BEGIN

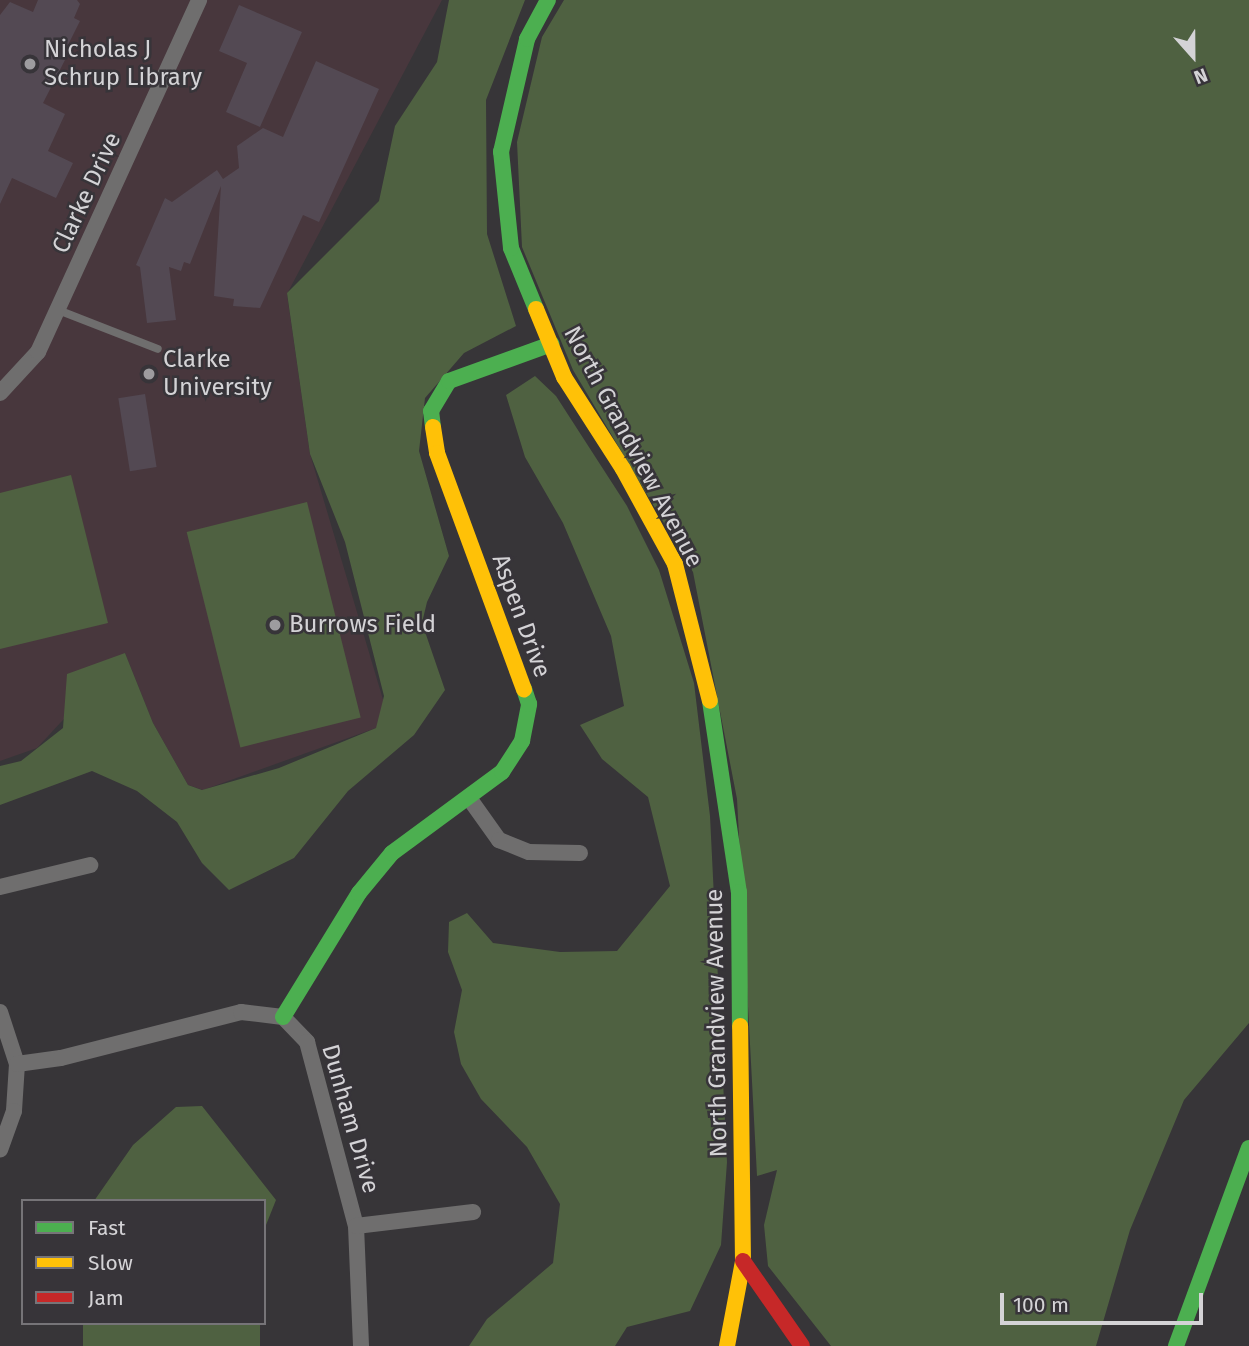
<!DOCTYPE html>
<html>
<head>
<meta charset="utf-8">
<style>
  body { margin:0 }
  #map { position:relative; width:1249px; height:1346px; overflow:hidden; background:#373538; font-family:"Fira Sans",sans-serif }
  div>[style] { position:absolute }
  .education>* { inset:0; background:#48373d }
  .green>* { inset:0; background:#4f6141; transform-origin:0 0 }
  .building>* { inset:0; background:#534953; transform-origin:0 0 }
  .lane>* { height:8px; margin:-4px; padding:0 4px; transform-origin:4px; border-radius:4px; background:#6f6e6e }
  .street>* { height:16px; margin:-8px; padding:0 8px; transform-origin:8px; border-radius:8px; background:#6f6e6e }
  .fast>* { height:16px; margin:-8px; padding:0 8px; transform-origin:8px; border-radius:8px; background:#4caf50 }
  .slow>* { height:16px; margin:-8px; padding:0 8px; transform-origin:8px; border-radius:8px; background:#ffc107 }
  .jam>* { height:16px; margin:-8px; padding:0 8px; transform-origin:8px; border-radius:8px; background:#c62828 }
  .dots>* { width:19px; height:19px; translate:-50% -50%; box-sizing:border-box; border:4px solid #373439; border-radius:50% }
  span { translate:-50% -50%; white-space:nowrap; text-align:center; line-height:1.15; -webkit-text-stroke:5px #373439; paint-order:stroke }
  .poi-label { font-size:24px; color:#d4d3d6 }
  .left { translate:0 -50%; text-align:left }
  .street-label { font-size:24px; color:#d4d3d6 }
  .legend { position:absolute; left:21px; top:1199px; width:245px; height:126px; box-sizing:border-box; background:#373439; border:2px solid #767478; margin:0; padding:9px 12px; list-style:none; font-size:21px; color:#d4d3d6 }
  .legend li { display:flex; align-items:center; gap:14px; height:35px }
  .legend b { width:35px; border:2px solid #767478 }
  .north { position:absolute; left:1158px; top:21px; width:70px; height:70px; -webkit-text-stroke:5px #373439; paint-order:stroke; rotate:159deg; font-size:19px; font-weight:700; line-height:28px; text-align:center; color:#d4d3d6 }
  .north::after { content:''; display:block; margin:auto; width:24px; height:32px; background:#d4d3d6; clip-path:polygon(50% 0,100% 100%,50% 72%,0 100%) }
  .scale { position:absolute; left:1000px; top:1293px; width:203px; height:32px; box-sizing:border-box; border:4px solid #d4d3d6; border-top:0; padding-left:9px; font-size:21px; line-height:24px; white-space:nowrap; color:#d4d3d6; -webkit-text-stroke:5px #373439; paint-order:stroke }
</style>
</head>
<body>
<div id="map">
  <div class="education">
    <i style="clip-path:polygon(0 0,442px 0,287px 294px,310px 454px,390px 723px,203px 790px,188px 785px,153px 723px,125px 653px,37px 748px,0 761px)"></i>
  </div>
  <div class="green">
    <i style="clip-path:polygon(449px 0,525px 0,486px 100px,487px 234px,516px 326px,464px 353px,425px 398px,419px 451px,449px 556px,427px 602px,422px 623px,445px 690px,414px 735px,348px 791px,294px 858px,229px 890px,202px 863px,177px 822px,137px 791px,92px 771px,0 805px,0 766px,21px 761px,63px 728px,67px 674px,125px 653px,153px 723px,188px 785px,202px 790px,279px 768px,376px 728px,384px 696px,345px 542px,310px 454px,287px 293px,379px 201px,395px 126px,437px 62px)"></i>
    <i style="clip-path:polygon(564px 0,1249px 0,1249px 1023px,1184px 1100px,1130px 1230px,1096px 1346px,831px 1346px,768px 1266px,764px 1225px,777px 1170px,757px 1176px,737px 799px,693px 572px,573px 370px,522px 247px,517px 142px,542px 37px)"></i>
    <i style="clip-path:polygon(535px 376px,556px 396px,627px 506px,659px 570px,694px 683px,710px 816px,727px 1162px,721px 1245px,690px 1311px,627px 1327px,615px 1346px,469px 1346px,487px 1319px,553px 1263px,560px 1204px,527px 1147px,481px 1099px,461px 1064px,454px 1032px,462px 990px,448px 952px,449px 922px,467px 913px,493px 943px,560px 952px,617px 951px,670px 886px,648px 797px,602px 759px,580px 725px,624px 706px,611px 636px,563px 523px,525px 457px,506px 395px)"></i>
    <i style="clip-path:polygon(71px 475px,108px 623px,0 649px,0 493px)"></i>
    <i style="left:307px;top:502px;width:222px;height:124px;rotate:76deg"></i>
    <i style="clip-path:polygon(202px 1106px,276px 1200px,264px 1230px,264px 1201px,94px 1201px,133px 1145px,176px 1107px)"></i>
    <i style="left:83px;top:1323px;width:177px;height:27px"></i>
  </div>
  <div class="building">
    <i style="clip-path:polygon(38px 0,77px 0,80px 4px,74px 18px,80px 21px,61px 59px,65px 60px,43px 103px,65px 114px,48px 151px,73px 163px,56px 198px,12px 178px,0 204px,0 15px,10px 2px,33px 12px)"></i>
    <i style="clip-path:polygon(239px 5px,302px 32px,260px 127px,226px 112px,247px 63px,219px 51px)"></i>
    <i style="clip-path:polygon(316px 61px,379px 89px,319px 222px,303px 215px,260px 308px,233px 306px,234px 299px,214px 296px,221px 186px,190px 264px,184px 262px,181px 271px,169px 267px,176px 320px,147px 323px,140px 267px,136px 265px,165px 198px,172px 202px,217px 170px,223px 179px,239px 168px,237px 146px,263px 128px,283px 137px)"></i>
    <i style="left:145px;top:394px;width:74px;height:27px;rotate:81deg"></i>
  </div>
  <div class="lane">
    <i style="left:58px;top:310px;width:107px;rotate:21.3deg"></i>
  </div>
  <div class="street">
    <i style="left:0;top:393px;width:56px;rotate:-47.2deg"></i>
    <i style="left:38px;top:352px;width:387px;rotate:-65.4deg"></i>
    <i style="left:469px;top:798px;width:52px;rotate:54.5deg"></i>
    <i style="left:499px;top:840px;width:32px;rotate:22deg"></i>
    <i style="left:529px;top:852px;width:51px;rotate:1.1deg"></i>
    <i style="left:0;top:887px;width:93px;rotate:-13.7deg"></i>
    <i style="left:0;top:1012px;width:55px;rotate:71.9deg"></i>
    <i style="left:17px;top:1064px;width:47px;rotate:93.7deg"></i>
    <i style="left:14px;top:1111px;width:41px;rotate:109.7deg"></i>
    <i style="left:17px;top:1064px;width:44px;rotate:-7.8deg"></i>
    <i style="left:61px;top:1058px;width:186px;rotate:-14.3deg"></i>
    <i style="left:241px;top:1012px;width:42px;rotate:6.8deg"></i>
    <i style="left:283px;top:1017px;width:35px;rotate:46deg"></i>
    <i style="left:307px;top:1042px;width:190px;rotate:75.1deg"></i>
    <i style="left:356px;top:1226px;width:120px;rotate:87.6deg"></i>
    <i style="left:356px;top:1226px;width:118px;rotate:-6.8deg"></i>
  </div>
  <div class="fast">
    <i style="left:536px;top:309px;width:66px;rotate:-112.3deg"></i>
    <i style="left:511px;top:248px;width:97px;rotate:-95.9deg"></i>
    <i style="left:501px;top:152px;width:116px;rotate:-77deg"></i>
    <i style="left:527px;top:39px;width:44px;rotate:-61.7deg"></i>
    <i style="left:433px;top:427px;width:16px;rotate:-97deg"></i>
    <i style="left:431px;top:411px;width:35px;rotate:-59deg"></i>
    <i style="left:449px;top:381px;width:109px;rotate:-19.9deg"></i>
    <i style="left:710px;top:701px;width:193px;rotate:81.4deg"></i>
    <i style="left:739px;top:892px;width:134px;rotate:89.6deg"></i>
    <i style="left:283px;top:1017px;width:145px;rotate:-58.5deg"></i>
    <i style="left:359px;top:893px;width:52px;rotate:-50.5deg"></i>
    <i style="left:392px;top:853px;width:137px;rotate:-36.4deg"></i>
    <i style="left:502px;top:772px;width:37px;rotate:-57deg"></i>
    <i style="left:522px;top:741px;width:38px;rotate:-79deg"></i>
    <i style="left:529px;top:704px;width:16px;rotate:-108deg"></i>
    <i style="left:1176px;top:1346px;width:211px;rotate:-69.8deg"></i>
  </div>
  <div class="slow">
    <i style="left:536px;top:309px;width:74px;rotate:67.6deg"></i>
    <i style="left:564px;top:377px;width:109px;rotate:57.3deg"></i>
    <i style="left:623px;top:469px;width:108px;rotate:61.3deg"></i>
    <i style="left:675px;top:564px;width:141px;rotate:75.7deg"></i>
    <i style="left:433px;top:427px;width:26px;rotate:81deg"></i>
    <i style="left:437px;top:453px;width:252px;rotate:69.8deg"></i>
    <i style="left:727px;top:1346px;width:86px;rotate:-79.3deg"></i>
    <i style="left:743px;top:1261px;width:235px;rotate:-90.7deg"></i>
  </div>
  <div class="jam">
    <i style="left:743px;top:1261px;width:103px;rotate:55.2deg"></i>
  </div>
  <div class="dots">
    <i style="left:30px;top:64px;background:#9d9c9f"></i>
    <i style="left:149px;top:374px;background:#9d9c9f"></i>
    <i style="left:275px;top:625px;background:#9d9c9f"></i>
  </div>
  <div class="poi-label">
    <span class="left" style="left:44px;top:64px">Nicholas J<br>Schrup Library</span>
    <span class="left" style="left:163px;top:374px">Clarke<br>University</span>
    <span class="left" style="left:289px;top:625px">Burrows Field</span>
  </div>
  <div class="street-label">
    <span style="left:87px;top:193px;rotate:-65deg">Clarke Drive</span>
    <span style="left:633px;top:447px;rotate:62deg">North Grandview Avenue</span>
    <span style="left:521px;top:616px;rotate:70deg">Aspen Drive</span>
    <span style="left:717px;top:1023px;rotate:-91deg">North Grandview Avenue</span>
    <span style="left:350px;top:1119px;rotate:74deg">Dunham Drive</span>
  </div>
  <ul class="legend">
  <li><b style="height:9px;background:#4caf50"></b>Fast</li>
  <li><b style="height:9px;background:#ffc107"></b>Slow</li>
  <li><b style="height:9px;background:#c62828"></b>Jam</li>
  </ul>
  <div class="north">N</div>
  <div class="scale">100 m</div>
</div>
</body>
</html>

END

▸ **What is being asked**: Please, from the entries above, set down exactly the lines from the one containing "translate:-50% -50%; white-space:nowrap;" through the one containing "position:absolute; left:1000px; top:1293px;", and only those.

▸ **Written reply**:
  span { translate:-50% -50%; white-space:nowrap; text-align:center; line-height:1.15; -webkit-text-stroke:5px #373439; paint-order:stroke }
  .poi-label { font-size:24px; color:#d4d3d6 }
  .left { translate:0 -50%; text-align:left }
  .street-label { font-size:24px; color:#d4d3d6 }
  .legend { position:absolute; left:21px; top:1199px; width:245px; height:126px; box-sizing:border-box; background:#373439; border:2px solid #767478; margin:0; padding:9px 12px; list-style:none; font-size:21px; color:#d4d3d6 }
  .legend li { display:flex; align-items:center; gap:14px; height:35px }
  .legend b { width:35px; border:2px solid #767478 }
  .north { position:absolute; left:1158px; top:21px; width:70px; height:70px; -webkit-text-stroke:5px #373439; paint-order:stroke; rotate:159deg; font-size:19px; font-weight:700; line-height:28px; text-align:center; color:#d4d3d6 }
  .north::after { content:''; display:block; margin:auto; width:24px; height:32px; background:#d4d3d6; clip-path:polygon(50% 0,100% 100%,50% 72%,0 100%) }
  .scale { position:absolute; left:1000px; top:1293px; width:203px; height:32px; box-sizing:border-box; border:4px solid #d4d3d6; border-top:0; padding-left:9px; font-size:21px; line-height:24px; white-space:nowrap; color:#d4d3d6; -webkit-text-stroke:5px #373439; paint-order:stroke }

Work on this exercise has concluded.